The Agosci webinar series is designed to promote skills and knowledge about AAC across all sectors of the Australian community. All webinars are free to attend for Agosci members only.
To attend a future webinar, please log-in to your Agosci account and proceed to the members only page to register.
To view past webinars, please log-in to your Agosci account and proceed to the members only section to view recordings. Past webinars are online within 48 hours of the view date.
Disclaimer: the information presented in the webinars is the personal opinion of the presenter.

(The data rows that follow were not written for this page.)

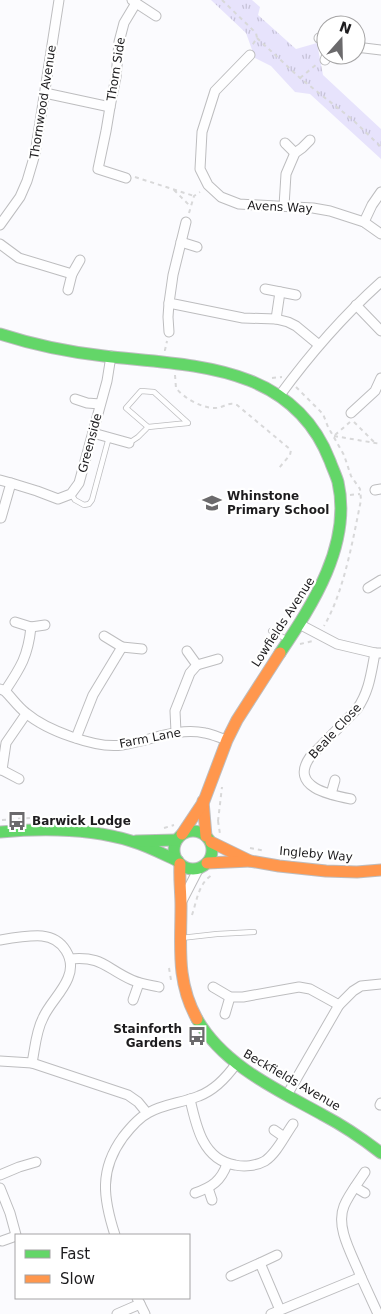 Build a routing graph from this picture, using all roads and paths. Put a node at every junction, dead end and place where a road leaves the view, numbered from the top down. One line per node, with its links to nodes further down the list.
1 (59, 0): 11 (street, Thornwood Avenue)
2 (222, 0): 5 (path)
3 (134, 2): 4 (street, Thorn Side); 12 (street, Thorn Side)
4 (156, 16)
5 (257, 38): 8 (path); 10 (path)
6 (366, 49): 7 (street)
7 (381, 50)
8 (250, 55): 18 (street)
9 (316, 64): 10 (path)
10 (300, 78): 15 (path)
11 (45, 93): 12 (street, Thorn Side); 26 (street, Thornwood Avenue)
12 (110, 107): 17 (street, Thorn Side)
13 (310, 140): 16 (street)
14 (285, 143): 16 (street)
15 (381, 147)
16 (295, 153): 22 (street)
17 (126, 178): 19 (path)
18 (208, 185): 21 (path); 22 (street, Avens Way)
19 (172, 189): 21 (path); 23 (path)
20 (380, 195): 25 (street)
21 (194, 196): 23 (path)
22 (284, 206): 25 (street, Avens Way)
23 (191, 207): 24 (path)
24 (186, 222): 28 (street)
25 (364, 222): 27 (street, Avens Way)
26 (0, 226)
27 (381, 234)
28 (181, 242): 30 (street); 38 (street)
29 (0, 244): 32 (street)
30 (197, 247)
31 (80, 260): 32 (street)
32 (72, 274): 35 (street)
33 (381, 282): 39 (street)
34 (265, 289): 36 (street)
35 (68, 290)
36 (280, 292): 37 (street); 40 (street)
37 (296, 295)
38 (169, 303): 40 (street); 42 (street)
39 (356, 305): 41 (street); 44 (street)
40 (276, 319): 44 (street)
41 (381, 331)
42 (169, 332)
43 (0, 334): 47 (street, Lowfields Avenue)
44 (319, 346): 51 (street)
45 (162, 352): 46 (path)
46 (171, 353)
47 (111, 356): 53 (street, Lowfields Avenue); 55 (street, Greenside)
48 (176, 372): 64 (path)
49 (381, 378): 52 (street)
50 (268, 380): 51 (path)
51 (290, 382): 53 (street); 59 (path)
52 (378, 393): 56 (street)
53 (280, 395): 73 (street, Lowfields Avenue)
54 (75, 399): 55 (street)
55 (100, 404): 58 (street, Greenside)
56 (351, 414)
57 (148, 427): 57 (lane); 61 (lane)
58 (93, 433): 60 (street); 67 (street, Greenside)
59 (334, 436): 62 (path); 62 (path); 76 (path)
60 (109, 438): 61 (street); 67 (lane)
61 (129, 443)
62 (375, 443): 63 (path)
63 (381, 444)
64 (279, 468)
65 (0, 480): 66 (street)
66 (11, 483): 67 (street); 68 (street)
67 (70, 494)
68 (1, 518)
69 (381, 580): 70 (street)
70 (368, 588)
71 (15, 622): 74 (street)
72 (45, 625): 74 (street)
73 (301, 625): 76 (street); 78 (street, Lowfields Avenue)
74 (31, 627): 85 (street)
75 (271, 631): 78 (lane)
76 (318, 635): 78 (path); 82 (street)
77 (104, 636): 79 (street)
78 (294, 642): 89 (street, Lowfields Avenue)
79 (122, 647): 80 (street); 88 (street)
80 (142, 648)
81 (186, 651): 84 (street)
82 (378, 653): 94 (street, Beale Close)
83 (218, 660): 84 (street)
84 (197, 665): 87 (street)
85 (2, 690): 86 (street, Farm Lane)
86 (26, 714): 88 (street, Farm Lane); 90 (street)
87 (176, 732): 88 (street, Farm Lane); 89 (street, Farm Lane)
88 (76, 738)
89 (227, 740): 96 (street, Lowfields Avenue)
90 (1, 770): 91 (street)
91 (19, 780)
92 (335, 780): 94 (street)
93 (223, 781): 97 (path)
94 (331, 794): 95 (street, Beale Close)
95 (351, 799)
96 (204, 802): 99 (street, Lowfields Avenue); 100 (street, Lowfields Avenue)
97 (218, 821)
98 (0, 832): 101 (street)
99 (179, 837): 100 (street); 101 (street); 103 (street)
100 (209, 839): 102 (street, Ingleby Way); 104 (street)
101 (131, 841): 103 (street)
102 (250, 860): 104 (street, Ingleby Way); 105 (street, Ingleby Way)
103 (179, 862): 104 (street); 106 (street, Beckfields Avenue)
104 (203, 866): 106 (street, Beckfields Avenue)
105 (381, 870)
106 (181, 906): 108 (street, Beckfields Avenue)
107 (254, 932): 108 (lane)
108 (179, 938): 123 (street, Beckfields Avenue)
109 (0, 940): 110 (street)
110 (70, 959): 112 (street); 122 (street)
111 (169, 964): 113 (path)
112 (139, 983): 115 (street); 118 (street)
113 (171, 983)
114 (381, 984): 119 (street)
115 (159, 987)
116 (213, 987): 117 (street)
117 (230, 997): 119 (street); 120 (street)
118 (133, 1000)
119 (339, 1005): 124 (street)
120 (225, 1014)
121 (0, 1061): 122 (street)
122 (32, 1063): 126 (street)
123 (236, 1064): 124 (street, Beckfields Avenue); 125 (street)
124 (287, 1095): 130 (street, Beckfields Avenue)
125 (190, 1099): 126 (street); 133 (street)
126 (147, 1113): 144 (street)
127 (293, 1124): 129 (street)
128 (274, 1130): 129 (street)
129 (284, 1137): 133 (street)
130 (381, 1153)
131 (16, 1158): 134 (street)
132 (36, 1162): 134 (street)
133 (228, 1164): 139 (street)
134 (18, 1167): 136 (street)
135 (365, 1172): 137 (street)
136 (0, 1175)
137 (356, 1187): 141 (street); 150 (street)
138 (0, 1188): 143 (street)
139 (208, 1188): 140 (street); 142 (street)
140 (195, 1193)
141 (365, 1193)
142 (212, 1200)
143 (16, 1234)
144 (115, 1234)
145 (15, 1236): 146 (street)
146 (2, 1241)
147 (277, 1255): 148 (street)
148 (260, 1263): 149 (street); 152 (street)
149 (231, 1276)
150 (361, 1277): 152 (street); 155 (street)
151 (139, 1301): 153 (street); 154 (street)
152 (275, 1312)
153 (117, 1314)
154 (145, 1314)
155 (378, 1314)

18. Encouraging the promotion of long-term AAC use: learning from social identity theory
Presented by Ruyi Tong
September 25th 2019
8pm QLD, NSW, ACT, VIC, TAS
7:30pm SA, NT
This webinar explores factors that may influence outcomes of AAC interventions over time, by drawing on principles from social identity theory.
Key learning outcomes
1) Understand social identity theory and how it may provide a framework for designing AAC interventions.
2) Identify different AAC intervention outcomes that may promote and limit long-term AAC use.
3) Understand different ways of empowering new and existing AAC users to use AAC longitudinally.
About the Presenter
Ruyi is an advanced speech pathologist, lecturer and doctoral candidate based in Perth, Western Australia. Ruyi has been working with individuals with diverse communication needs over the past 13.5 years. Three AAC-related career highlights over the past five years are working with educators to develop a consistent approach of implementing school-wide AAC use within one special education school in Perth; teaching final-year healthcare students culturally-appropriate ways of using English and Mandarin-based AAC systems as clinical facilitator and country co-ordinator for students on interprofessional practice placements in China, and working collaboratively within multidisciplinary teams to deliver client-centred AAC interventions within an NDIS environment.
1. Janelle Sampson - What is AAC, and what does it look like?
Presented 17th February 2017. The first thing to know about AAC is what it should look like. Without knowing where you are heading, it’s often hard to prioritise the multitude of individualised considerations that you will need to make as you start or continue along the learning curve. It’s important to know what real and functional communication with AAC looks like, and also what it doesn’t look like.
This first seminar in our series of ‘An Introduction to AAC’ will provide participants with examples and stories highlighting the use of augmentative and/or alternative modes for interaction, conversation, learning and participation. It will introduce participants to the variety of ways the messages can be conveyed from different types of technology or non-technology, to various access methods and environments. Without knowing what it looks like, how can we start a journey ourselves, or recommend appropriate supports for our clients. To quote Stephen Covey who wrote ‘7 habits of highly effective people’, we must begin with the end in mind.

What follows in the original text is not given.